Monitoring for ASD if initial screen negative
A negative M-CHAT-R/F at 18 months does not exclude ASD β€” ASD can present later, or early features may be subtle. Continue monitoring at 2-year and 3-year reviews. Any parental concern about ASD at any age: refer to community paediatrics. ASD diagnosis is not age-limited. Some high-functioning ASD children are not diagnosed until primary or secondary school.

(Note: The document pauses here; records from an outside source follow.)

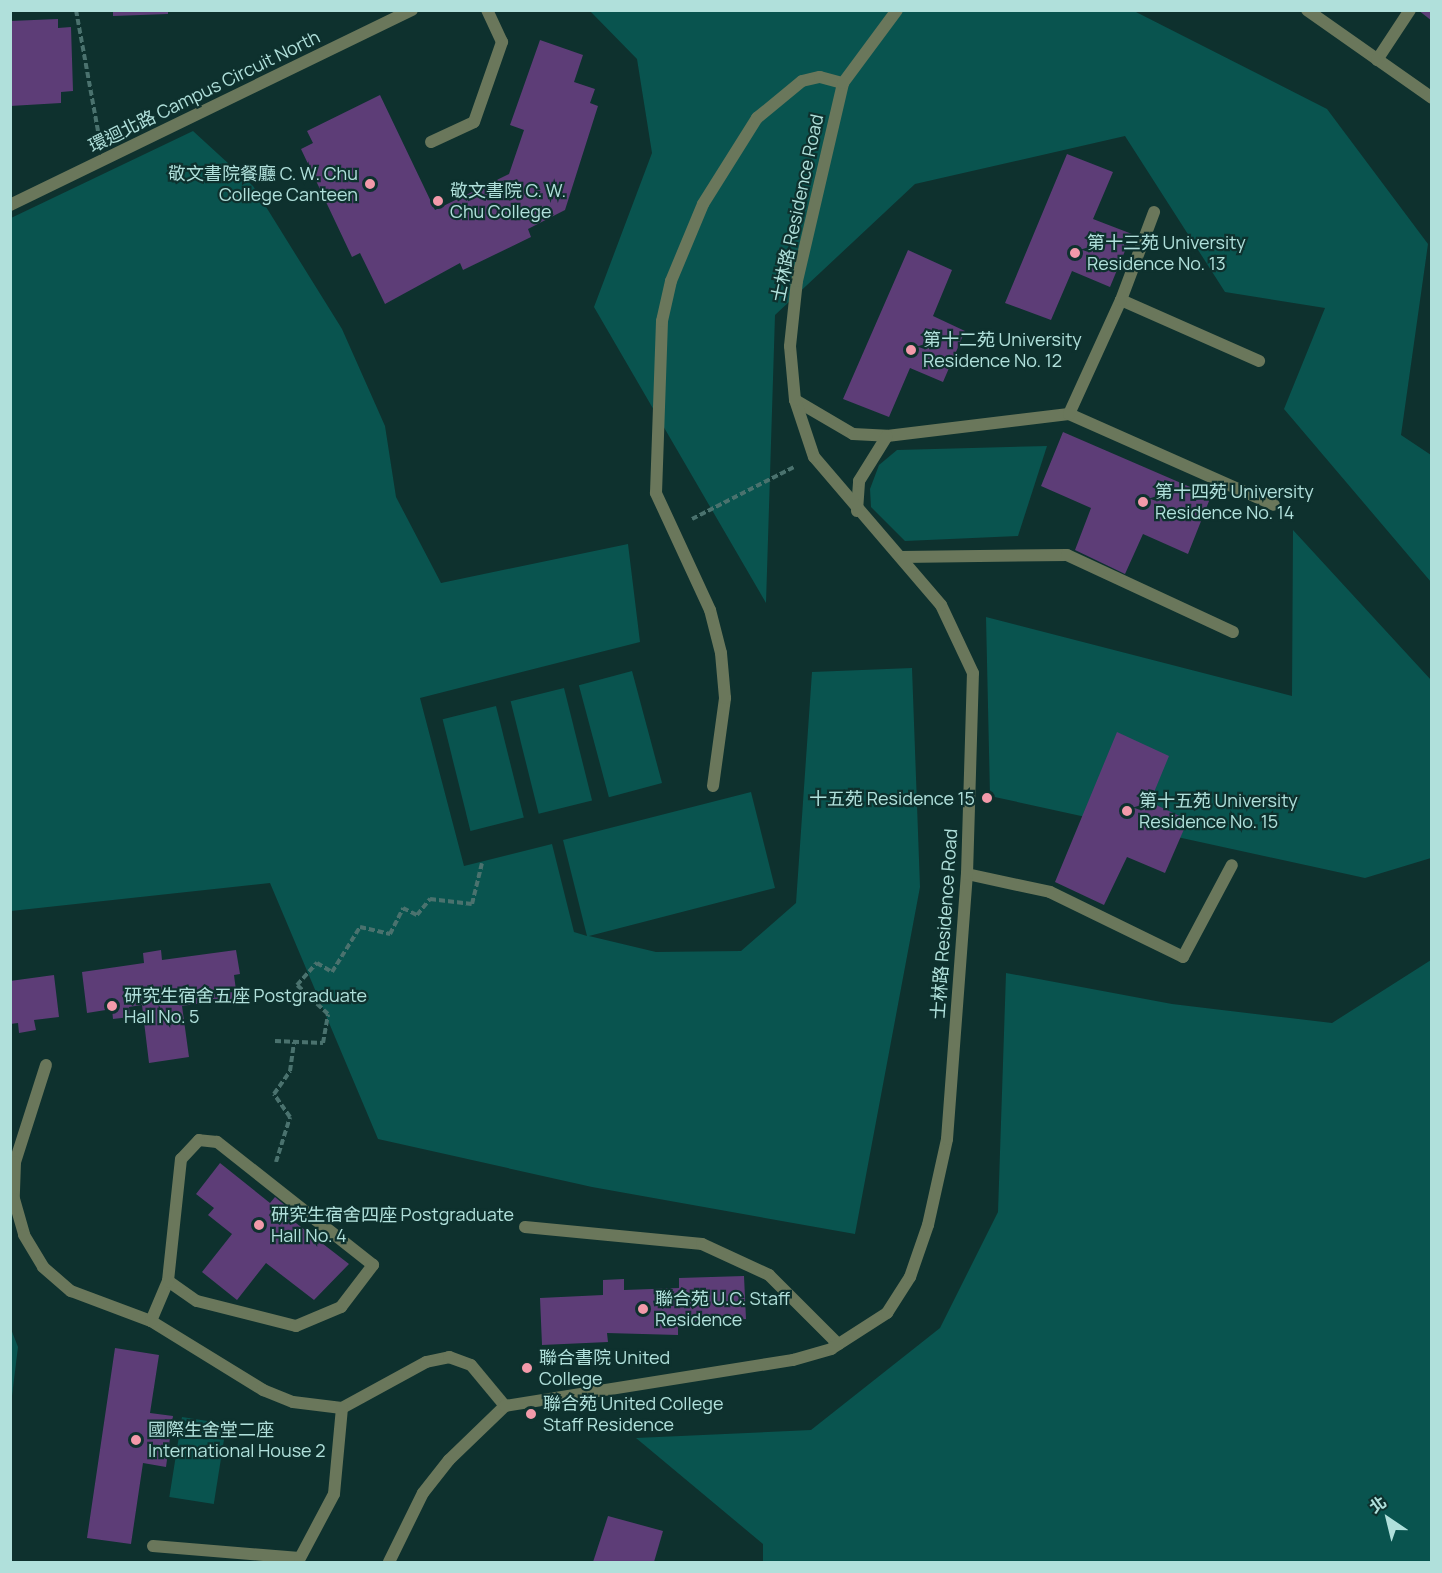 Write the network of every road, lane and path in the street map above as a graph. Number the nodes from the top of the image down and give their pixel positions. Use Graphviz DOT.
graph roads {
  1 [pos="76,10"];
  2 [pos="412,10"];
  3 [pos="487,10"];
  4 [pos="897,10"];
  5 [pos="1306,10"];
  6 [pos="1410,10"];
  7 [pos="1377,60"];
  8 [pos="843,83"];
  9 [pos="1431,98"];
  10 [pos="431,142"];
  11 [pos="105,159"];
  12 [pos="10,205"];
  13 [pos="1154,212"];
  14 [pos="1122,300"];
  15 [pos="1259,361"];
  16 [pos="795,400"];
  17 [pos="1069,414"];
  18 [pos="887,436"];
  19 [pos="814,457"];
  20 [pos="1274,505"];
  21 [pos="856,511"];
  22 [pos="670,531"];
  23 [pos="901,557"];
  24 [pos="1233,632"];
  25 [pos="714,786"];
  26 [pos="482,863"];
  27 [pos="1232,865"];
  28 [pos="967,874"];
  29 [pos="275,1041"];
  30 [pos="294,1042"];
  31 [pos="46,1065"];
  32 [pos="265,1180"];
  33 [pos="525,1227"];
  34 [pos="168,1281"];
  35 [pos="151,1321"];
  36 [pos="838,1344"];
  37 [pos="505,1406"];
  38 [pos="342,1408"];
  39 [pos="153,1546"];
  40 [pos="389,1563"];
  1 -- 11 [label="path"];
  2 -- 11 [label="street, 環迴北路 Campus Circuit North"];
  3 -- 10 [label="street"];
  4 -- 8 [label="street, 士林路 Residence Road"];
  5 -- 7 [label="street"];
  6 -- 7 [label="street"];
  7 -- 9 [label="street"];
  8 -- 16 [label="street, 士林路 Residence Road"];
  8 -- 22 [label="street"];
  11 -- 12 [label="street, 環迴北路 Campus Circuit North"];
  13 -- 14 [label="street"];
  14 -- 15 [label="street"];
  14 -- 17 [label="street"];
  16 -- 18 [label="street"];
  16 -- 19 [label="street, 士林路 Residence Road"];
  17 -- 18 [label="street"];
  17 -- 20 [label="street"];
  18 -- 21 [label="street"];
  19 -- 21 [label="street, 士林路 Residence Road"];
  19 -- 22 [label="path"];
  21 -- 23 [label="street, 士林路 Residence Road"];
  22 -- 25 [label="street"];
  23 -- 24 [label="street"];
  23 -- 28 [label="street, 士林路 Residence Road"];
  26 -- 30 [label="path"];
  27 -- 28 [label="street"];
  28 -- 36 [label="street, 士林路 Residence Road"];
  29 -- 30 [label="path"];
  30 -- 32 [label="path"];
  31 -- 35 [label="street"];
  32 -- 34 [label="street"];
  32 -- 34 [label="street"];
  33 -- 36 [label="street"];
  34 -- 35 [label="street"];
  35 -- 38 [label="street"];
  36 -- 37 [label="street, 士林路 Residence Road"];
  37 -- 38 [label="street"];
  37 -- 40 [label="street"];
  38 -- 39 [label="street"];
} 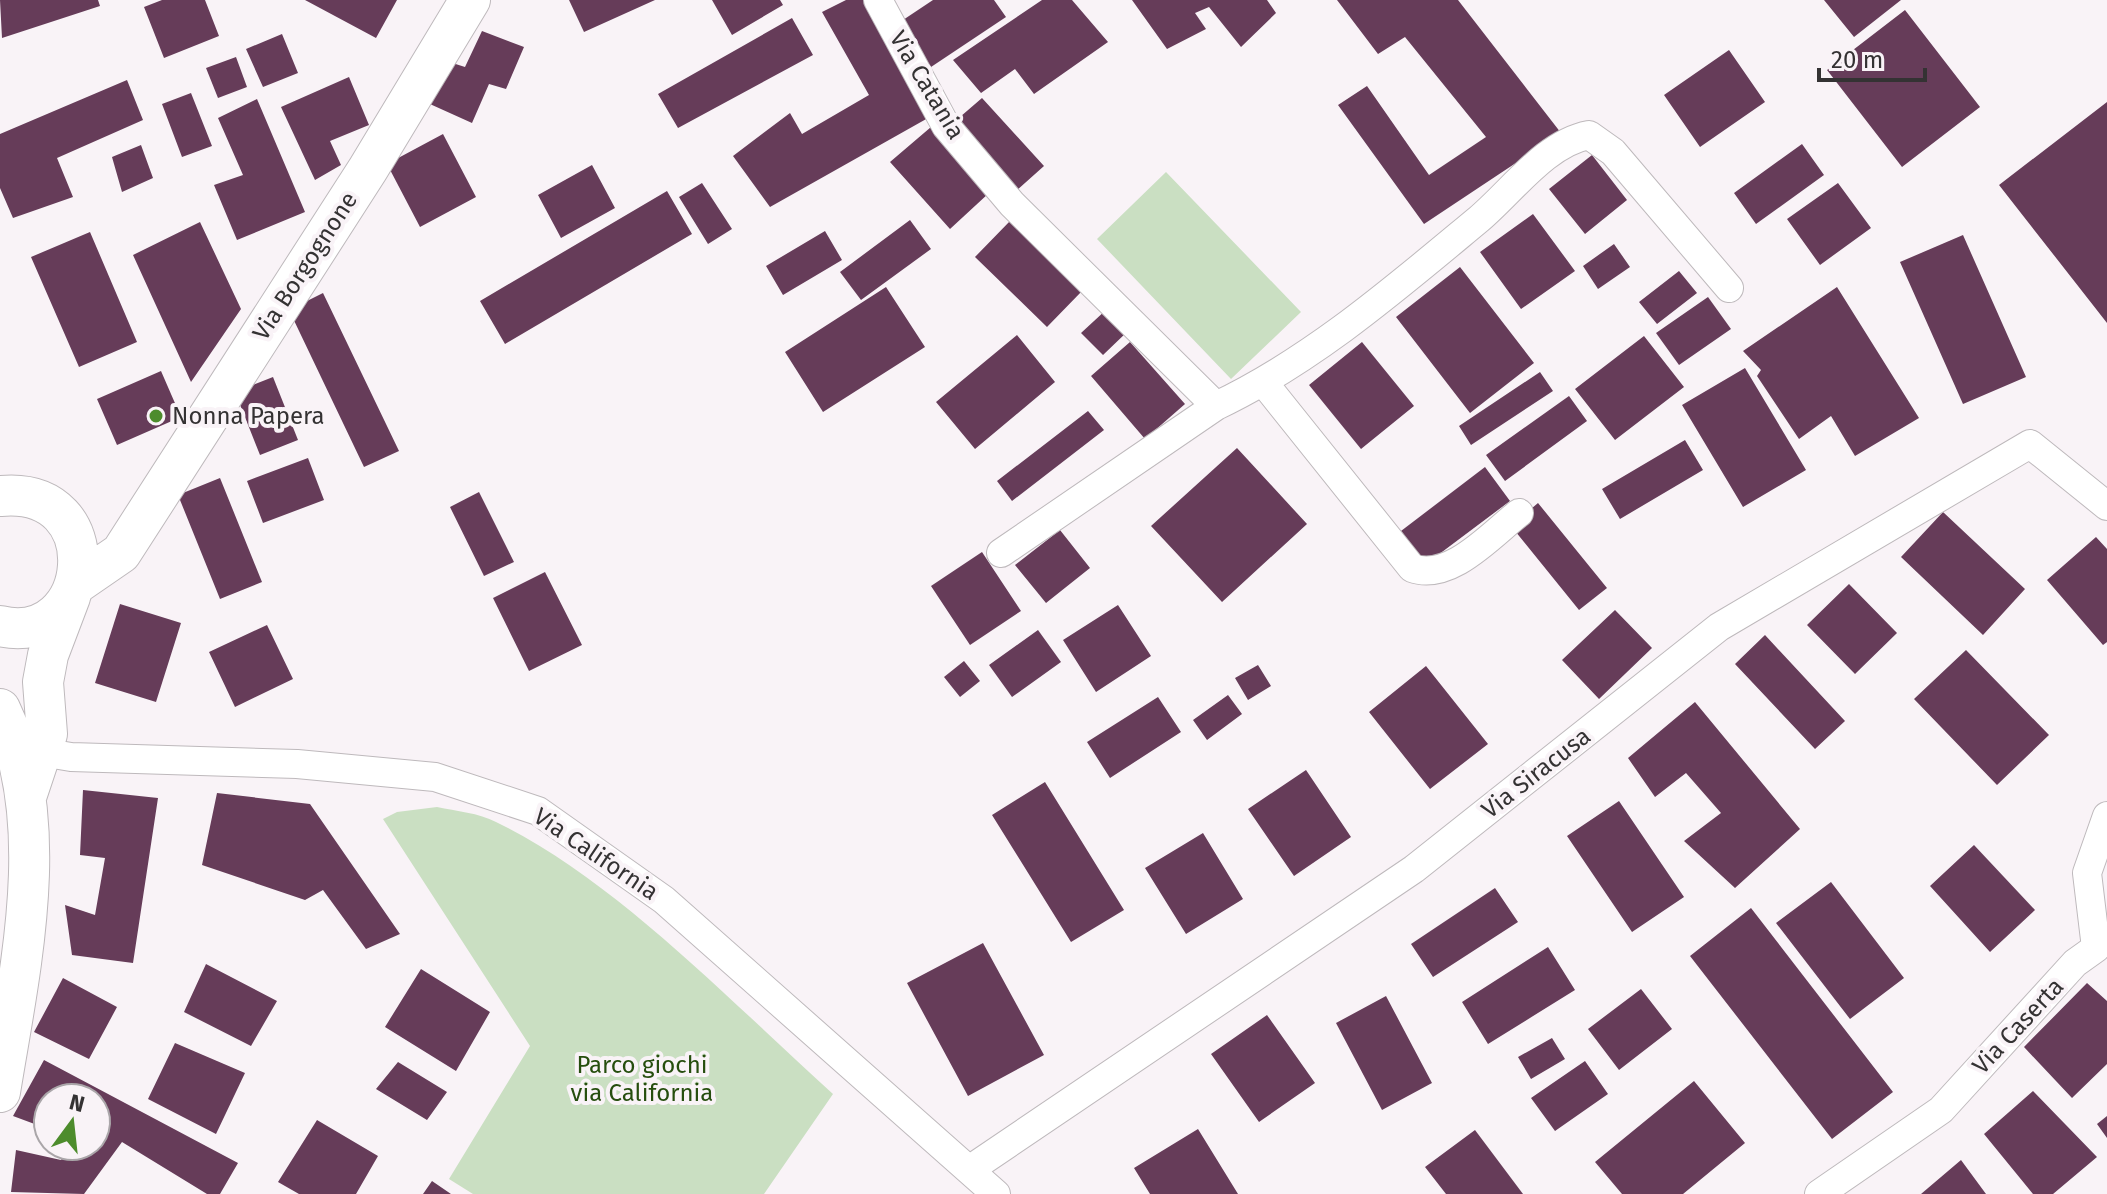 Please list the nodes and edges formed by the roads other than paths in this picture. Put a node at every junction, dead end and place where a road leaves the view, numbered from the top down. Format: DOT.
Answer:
graph roads {
  1 [pos="470,0"];
  2 [pos="878,0"];
  3 [pos="1729,288"];
  4 [pos="1264,383"];
  5 [pos="1216,406"];
  6 [pos="0,496"];
  7 [pos="2107,506"];
  8 [pos="1519,513"];
  9 [pos="64,518"];
  10 [pos="136,530"];
  11 [pos="1001,553"];
  12 [pos="73,590"];
  13 [pos="0,626"];
  14 [pos="4,718"];
  15 [pos="44,743"];
  16 [pos="25,801"];
  17 [pos="2107,816"];
  18 [pos="2102,949"];
  19 [pos="0,1092"];
  20 [pos="969,1170"];
  21 [pos="1851,1184"];
  22 [pos="996,1194"];
  23 [pos="1819,1194"];
  1 -- 10 [label="street, Via Borgognone"];
  2 -- 5 [label="street, Via Catania"];
  3 -- 4 [label="street"];
  4 -- 5 [label="street"];
  4 -- 8 [label="street"];
  5 -- 11 [label="street"];
  6 -- 9 [label="street"];
  7 -- 20 [label="street, Via Siracusa"];
  9 -- 10 [label="street"];
  9 -- 12 [label="street"];
  10 -- 12 [label="street, Via Borgognone"];
  12 -- 13 [label="street, Via Borgognone"];
  12 -- 15 [label="street"];
  14 -- 15 [label="street"];
  14 -- 16 [label="street"];
  15 -- 16 [label="street"];
  15 -- 20 [label="street, Via California"];
  16 -- 19 [label="street"];
  17 -- 18 [label="street, Via Caserta"];
  18 -- 21 [label="street, Via Caserta"];
  20 -- 22 [label="street, Via California"];
  21 -- 23 [label="street"];
}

Safeguarding and speech delay
Document: home circumstances, language spoken at home, parent engagement with services. If child is not attending SLT appointments + speech not improving + safeguarding concerns: escalate to HV + social care. Non-engagement with services for a child with significant delay is a safeguarding concern.
Urgent referral today
Developmental regression at any age β†’ paediatric neurology Β· Bilateral profound hearing loss not identified β†’ audiology same-day Β· Seizures + speech loss β†’ paediatric neurology
Within 2 weeks
M-CHAT positive (any score β‰₯3) β†’ community paediatrics Β· No words by 16 months β†’ SLT + audiology Β· No 2-word phrases by 24 months β†’ SLT + audiology + community paediatrics
The age 2 developmental review is the most important speech and language screening opportunity in primary care β€” it is the standardised contact where delayed language development can be identified and early intervention initiated before school entry. In England, the 2-year check is conducted by health visitors using the Ages and Stages Questionnaire (ASQ-3) and the integrated review combining the NHS 2-year check with the Early Years Foundation Stage 2-year progress check from the child's early years setting (nursery/childminder). GPs who see children at the 2-year routine immunisation visit should use this contact proactively to: (1) ask about language development using the 24-month milestones as a guide (50+ words, 2-word combinations); (2) administer the M-CHAT-R/F if any language or social concern; (3) check tympanic membranes; and (4) refer to SLT and audiology simultaneously if any delay identified. The average age of specialist ASD diagnosis in the UK is 5-6 years β€” despite families first raising concerns with GPs at 18-24 months. Reducing this diagnostic delay requires proactive GP screening.
Educational use only. Based on NICE NG3 Autism in Under 19s 2011, RCPCH Development for Safeguarding 2020, RCSLT Speech Language Therapy guidelines, NICE NG98 Hearing Loss, NHS Universal Newborn Hearing Screening Programme, Ages and Stages Questionnaire (ASQ-3).